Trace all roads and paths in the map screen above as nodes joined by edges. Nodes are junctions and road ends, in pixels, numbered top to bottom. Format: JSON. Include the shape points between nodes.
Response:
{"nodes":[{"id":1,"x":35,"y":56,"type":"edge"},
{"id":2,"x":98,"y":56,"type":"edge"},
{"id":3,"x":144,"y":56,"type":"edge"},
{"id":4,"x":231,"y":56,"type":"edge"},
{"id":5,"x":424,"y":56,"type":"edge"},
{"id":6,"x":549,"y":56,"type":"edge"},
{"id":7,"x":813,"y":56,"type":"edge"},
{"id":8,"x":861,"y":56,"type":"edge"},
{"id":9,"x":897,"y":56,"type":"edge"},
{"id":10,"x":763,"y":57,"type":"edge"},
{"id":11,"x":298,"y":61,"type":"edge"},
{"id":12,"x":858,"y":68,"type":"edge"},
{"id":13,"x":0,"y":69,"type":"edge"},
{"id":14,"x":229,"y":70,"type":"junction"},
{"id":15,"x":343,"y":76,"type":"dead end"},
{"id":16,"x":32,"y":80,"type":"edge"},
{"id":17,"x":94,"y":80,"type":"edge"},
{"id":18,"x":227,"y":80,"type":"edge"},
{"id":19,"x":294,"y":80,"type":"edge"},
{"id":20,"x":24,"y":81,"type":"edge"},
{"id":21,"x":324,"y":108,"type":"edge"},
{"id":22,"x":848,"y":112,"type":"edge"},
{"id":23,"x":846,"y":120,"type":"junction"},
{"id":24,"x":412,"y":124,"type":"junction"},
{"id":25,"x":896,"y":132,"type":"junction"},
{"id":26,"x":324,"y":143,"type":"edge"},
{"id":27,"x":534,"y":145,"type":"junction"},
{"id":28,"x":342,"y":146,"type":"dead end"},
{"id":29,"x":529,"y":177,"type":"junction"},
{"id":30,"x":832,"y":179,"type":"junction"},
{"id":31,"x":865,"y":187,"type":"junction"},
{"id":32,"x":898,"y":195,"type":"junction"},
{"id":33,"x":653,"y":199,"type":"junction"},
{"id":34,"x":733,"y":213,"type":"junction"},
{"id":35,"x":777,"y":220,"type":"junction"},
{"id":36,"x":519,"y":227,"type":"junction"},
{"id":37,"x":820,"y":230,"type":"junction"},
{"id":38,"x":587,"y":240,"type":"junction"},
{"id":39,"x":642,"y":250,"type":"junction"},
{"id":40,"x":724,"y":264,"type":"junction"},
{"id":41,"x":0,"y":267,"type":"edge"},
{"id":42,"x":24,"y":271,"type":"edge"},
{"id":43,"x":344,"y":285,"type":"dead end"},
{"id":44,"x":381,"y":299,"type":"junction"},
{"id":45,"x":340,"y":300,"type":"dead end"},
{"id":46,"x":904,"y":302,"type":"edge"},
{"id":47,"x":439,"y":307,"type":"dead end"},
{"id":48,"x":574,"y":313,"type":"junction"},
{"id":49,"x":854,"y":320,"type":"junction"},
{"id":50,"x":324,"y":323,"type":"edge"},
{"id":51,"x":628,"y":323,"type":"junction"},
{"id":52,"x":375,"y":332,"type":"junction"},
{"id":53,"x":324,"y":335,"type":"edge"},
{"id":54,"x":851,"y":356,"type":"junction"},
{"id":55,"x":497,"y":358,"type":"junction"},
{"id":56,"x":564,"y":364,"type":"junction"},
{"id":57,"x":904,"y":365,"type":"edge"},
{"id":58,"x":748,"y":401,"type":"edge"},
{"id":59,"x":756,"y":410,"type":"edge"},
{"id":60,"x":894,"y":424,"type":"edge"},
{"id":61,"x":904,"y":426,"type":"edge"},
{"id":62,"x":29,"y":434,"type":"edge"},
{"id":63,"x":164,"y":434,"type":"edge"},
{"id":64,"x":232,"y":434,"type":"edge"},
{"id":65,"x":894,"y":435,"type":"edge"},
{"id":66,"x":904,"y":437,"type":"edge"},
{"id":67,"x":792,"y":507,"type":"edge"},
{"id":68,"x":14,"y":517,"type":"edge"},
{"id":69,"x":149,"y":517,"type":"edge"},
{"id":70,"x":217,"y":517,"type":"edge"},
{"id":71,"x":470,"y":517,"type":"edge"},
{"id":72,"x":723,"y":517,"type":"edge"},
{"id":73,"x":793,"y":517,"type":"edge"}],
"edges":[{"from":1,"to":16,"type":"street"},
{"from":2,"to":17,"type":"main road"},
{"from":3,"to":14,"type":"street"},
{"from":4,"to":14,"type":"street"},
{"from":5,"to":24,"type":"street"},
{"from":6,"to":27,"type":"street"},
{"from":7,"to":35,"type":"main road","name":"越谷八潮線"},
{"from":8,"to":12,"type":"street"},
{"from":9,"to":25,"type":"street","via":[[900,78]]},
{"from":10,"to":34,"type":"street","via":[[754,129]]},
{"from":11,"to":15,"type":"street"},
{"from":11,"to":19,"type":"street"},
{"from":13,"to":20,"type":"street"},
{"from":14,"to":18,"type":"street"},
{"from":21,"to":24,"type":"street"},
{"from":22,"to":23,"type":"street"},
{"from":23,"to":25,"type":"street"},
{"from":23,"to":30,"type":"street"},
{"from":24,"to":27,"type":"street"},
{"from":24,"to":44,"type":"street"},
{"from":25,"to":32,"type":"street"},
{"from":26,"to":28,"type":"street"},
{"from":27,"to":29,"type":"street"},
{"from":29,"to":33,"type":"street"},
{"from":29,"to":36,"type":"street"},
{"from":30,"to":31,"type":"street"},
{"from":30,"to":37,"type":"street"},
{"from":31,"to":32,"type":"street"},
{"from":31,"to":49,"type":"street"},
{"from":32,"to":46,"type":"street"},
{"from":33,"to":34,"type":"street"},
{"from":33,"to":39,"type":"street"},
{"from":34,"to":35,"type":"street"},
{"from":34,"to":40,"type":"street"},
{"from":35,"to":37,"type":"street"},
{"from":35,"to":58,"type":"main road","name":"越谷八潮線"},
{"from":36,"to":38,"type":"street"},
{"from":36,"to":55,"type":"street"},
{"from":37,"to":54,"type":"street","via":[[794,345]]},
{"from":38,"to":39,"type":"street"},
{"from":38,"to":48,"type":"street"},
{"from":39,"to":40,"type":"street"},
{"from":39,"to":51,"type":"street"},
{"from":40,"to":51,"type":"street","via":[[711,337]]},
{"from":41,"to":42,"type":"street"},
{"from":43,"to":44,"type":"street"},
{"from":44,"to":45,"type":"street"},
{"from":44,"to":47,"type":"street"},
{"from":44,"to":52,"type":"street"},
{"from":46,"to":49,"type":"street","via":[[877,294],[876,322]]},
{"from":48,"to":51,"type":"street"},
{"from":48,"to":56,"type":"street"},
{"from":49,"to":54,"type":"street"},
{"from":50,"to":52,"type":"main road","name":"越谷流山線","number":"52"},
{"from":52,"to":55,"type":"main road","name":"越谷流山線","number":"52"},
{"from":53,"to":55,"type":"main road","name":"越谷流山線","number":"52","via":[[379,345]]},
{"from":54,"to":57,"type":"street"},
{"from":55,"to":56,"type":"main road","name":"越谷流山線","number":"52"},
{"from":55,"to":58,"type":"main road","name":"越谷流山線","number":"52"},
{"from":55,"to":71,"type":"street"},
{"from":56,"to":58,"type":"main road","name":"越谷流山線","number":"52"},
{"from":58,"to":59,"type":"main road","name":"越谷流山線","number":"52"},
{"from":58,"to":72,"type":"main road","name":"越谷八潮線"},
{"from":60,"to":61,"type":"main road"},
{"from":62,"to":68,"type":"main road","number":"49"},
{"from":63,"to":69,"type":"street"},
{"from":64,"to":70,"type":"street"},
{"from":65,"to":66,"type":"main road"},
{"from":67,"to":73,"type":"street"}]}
++++++++++++++++++++
▶ [TASK REQUIREMENTS]:
What you write must match the records above exactly, line for line.

▶ [THE ANSWER]:
Trace all roads and paths in the map screen above as nodes joined by edges. Nodes are junctions and road ends, in pixels, numbered top to bottom. Format: JSON. Include the shape points between nodes.
Response:
{"nodes":[{"id":1,"x":35,"y":56,"type":"edge"},
{"id":2,"x":98,"y":56,"type":"edge"},
{"id":3,"x":144,"y":56,"type":"edge"},
{"id":4,"x":231,"y":56,"type":"edge"},
{"id":5,"x":424,"y":56,"type":"edge"},
{"id":6,"x":549,"y":56,"type":"edge"},
{"id":7,"x":813,"y":56,"type":"edge"},
{"id":8,"x":861,"y":56,"type":"edge"},
{"id":9,"x":897,"y":56,"type":"edge"},
{"id":10,"x":763,"y":57,"type":"edge"},
{"id":11,"x":298,"y":61,"type":"edge"},
{"id":12,"x":858,"y":68,"type":"edge"},
{"id":13,"x":0,"y":69,"type":"edge"},
{"id":14,"x":229,"y":70,"type":"junction"},
{"id":15,"x":343,"y":76,"type":"dead end"},
{"id":16,"x":32,"y":80,"type":"edge"},
{"id":17,"x":94,"y":80,"type":"edge"},
{"id":18,"x":227,"y":80,"type":"edge"},
{"id":19,"x":294,"y":80,"type":"edge"},
{"id":20,"x":24,"y":81,"type":"edge"},
{"id":21,"x":324,"y":108,"type":"edge"},
{"id":22,"x":848,"y":112,"type":"edge"},
{"id":23,"x":846,"y":120,"type":"junction"},
{"id":24,"x":412,"y":124,"type":"junction"},
{"id":25,"x":896,"y":132,"type":"junction"},
{"id":26,"x":324,"y":143,"type":"edge"},
{"id":27,"x":534,"y":145,"type":"junction"},
{"id":28,"x":342,"y":146,"type":"dead end"},
{"id":29,"x":529,"y":177,"type":"junction"},
{"id":30,"x":832,"y":179,"type":"junction"},
{"id":31,"x":865,"y":187,"type":"junction"},
{"id":32,"x":898,"y":195,"type":"junction"},
{"id":33,"x":653,"y":199,"type":"junction"},
{"id":34,"x":733,"y":213,"type":"junction"},
{"id":35,"x":777,"y":220,"type":"junction"},
{"id":36,"x":519,"y":227,"type":"junction"},
{"id":37,"x":820,"y":230,"type":"junction"},
{"id":38,"x":587,"y":240,"type":"junction"},
{"id":39,"x":642,"y":250,"type":"junction"},
{"id":40,"x":724,"y":264,"type":"junction"},
{"id":41,"x":0,"y":267,"type":"edge"},
{"id":42,"x":24,"y":271,"type":"edge"},
{"id":43,"x":344,"y":285,"type":"dead end"},
{"id":44,"x":381,"y":299,"type":"junction"},
{"id":45,"x":340,"y":300,"type":"dead end"},
{"id":46,"x":904,"y":302,"type":"edge"},
{"id":47,"x":439,"y":307,"type":"dead end"},
{"id":48,"x":574,"y":313,"type":"junction"},
{"id":49,"x":854,"y":320,"type":"junction"},
{"id":50,"x":324,"y":323,"type":"edge"},
{"id":51,"x":628,"y":323,"type":"junction"},
{"id":52,"x":375,"y":332,"type":"junction"},
{"id":53,"x":324,"y":335,"type":"edge"},
{"id":54,"x":851,"y":356,"type":"junction"},
{"id":55,"x":497,"y":358,"type":"junction"},
{"id":56,"x":564,"y":364,"type":"junction"},
{"id":57,"x":904,"y":365,"type":"edge"},
{"id":58,"x":748,"y":401,"type":"edge"},
{"id":59,"x":756,"y":410,"type":"edge"},
{"id":60,"x":894,"y":424,"type":"edge"},
{"id":61,"x":904,"y":426,"type":"edge"},
{"id":62,"x":29,"y":434,"type":"edge"},
{"id":63,"x":164,"y":434,"type":"edge"},
{"id":64,"x":232,"y":434,"type":"edge"},
{"id":65,"x":894,"y":435,"type":"edge"},
{"id":66,"x":904,"y":437,"type":"edge"},
{"id":67,"x":792,"y":507,"type":"edge"},
{"id":68,"x":14,"y":517,"type":"edge"},
{"id":69,"x":149,"y":517,"type":"edge"},
{"id":70,"x":217,"y":517,"type":"edge"},
{"id":71,"x":470,"y":517,"type":"edge"},
{"id":72,"x":723,"y":517,"type":"edge"},
{"id":73,"x":793,"y":517,"type":"edge"}],
"edges":[{"from":1,"to":16,"type":"street"},
{"from":2,"to":17,"type":"main road"},
{"from":3,"to":14,"type":"street"},
{"from":4,"to":14,"type":"street"},
{"from":5,"to":24,"type":"street"},
{"from":6,"to":27,"type":"street"},
{"from":7,"to":35,"type":"main road","name":"越谷八潮線"},
{"from":8,"to":12,"type":"street"},
{"from":9,"to":25,"type":"street","via":[[900,78]]},
{"from":10,"to":34,"type":"street","via":[[754,129]]},
{"from":11,"to":15,"type":"street"},
{"from":11,"to":19,"type":"street"},
{"from":13,"to":20,"type":"street"},
{"from":14,"to":18,"type":"street"},
{"from":21,"to":24,"type":"street"},
{"from":22,"to":23,"type":"street"},
{"from":23,"to":25,"type":"street"},
{"from":23,"to":30,"type":"street"},
{"from":24,"to":27,"type":"street"},
{"from":24,"to":44,"type":"street"},
{"from":25,"to":32,"type":"street"},
{"from":26,"to":28,"type":"street"},
{"from":27,"to":29,"type":"street"},
{"from":29,"to":33,"type":"street"},
{"from":29,"to":36,"type":"street"},
{"from":30,"to":31,"type":"street"},
{"from":30,"to":37,"type":"street"},
{"from":31,"to":32,"type":"street"},
{"from":31,"to":49,"type":"street"},
{"from":32,"to":46,"type":"street"},
{"from":33,"to":34,"type":"street"},
{"from":33,"to":39,"type":"street"},
{"from":34,"to":35,"type":"street"},
{"from":34,"to":40,"type":"street"},
{"from":35,"to":37,"type":"street"},
{"from":35,"to":58,"type":"main road","name":"越谷八潮線"},
{"from":36,"to":38,"type":"street"},
{"from":36,"to":55,"type":"street"},
{"from":37,"to":54,"type":"street","via":[[794,345]]},
{"from":38,"to":39,"type":"street"},
{"from":38,"to":48,"type":"street"},
{"from":39,"to":40,"type":"street"},
{"from":39,"to":51,"type":"street"},
{"from":40,"to":51,"type":"street","via":[[711,337]]},
{"from":41,"to":42,"type":"street"},
{"from":43,"to":44,"type":"street"},
{"from":44,"to":45,"type":"street"},
{"from":44,"to":47,"type":"street"},
{"from":44,"to":52,"type":"street"},
{"from":46,"to":49,"type":"street","via":[[877,294],[876,322]]},
{"from":48,"to":51,"type":"street"},
{"from":48,"to":56,"type":"street"},
{"from":49,"to":54,"type":"street"},
{"from":50,"to":52,"type":"main road","name":"越谷流山線","number":"52"},
{"from":52,"to":55,"type":"main road","name":"越谷流山線","number":"52"},
{"from":53,"to":55,"type":"main road","name":"越谷流山線","number":"52","via":[[379,345]]},
{"from":54,"to":57,"type":"street"},
{"from":55,"to":56,"type":"main road","name":"越谷流山線","number":"52"},
{"from":55,"to":58,"type":"main road","name":"越谷流山線","number":"52"},
{"from":55,"to":71,"type":"street"},
{"from":56,"to":58,"type":"main road","name":"越谷流山線","number":"52"},
{"from":58,"to":59,"type":"main road","name":"越谷流山線","number":"52"},
{"from":58,"to":72,"type":"main road","name":"越谷八潮線"},
{"from":60,"to":61,"type":"main road"},
{"from":62,"to":68,"type":"main road","number":"49"},
{"from":63,"to":69,"type":"street"},
{"from":64,"to":70,"type":"street"},
{"from":65,"to":66,"type":"main road"},
{"from":67,"to":73,"type":"street"}]}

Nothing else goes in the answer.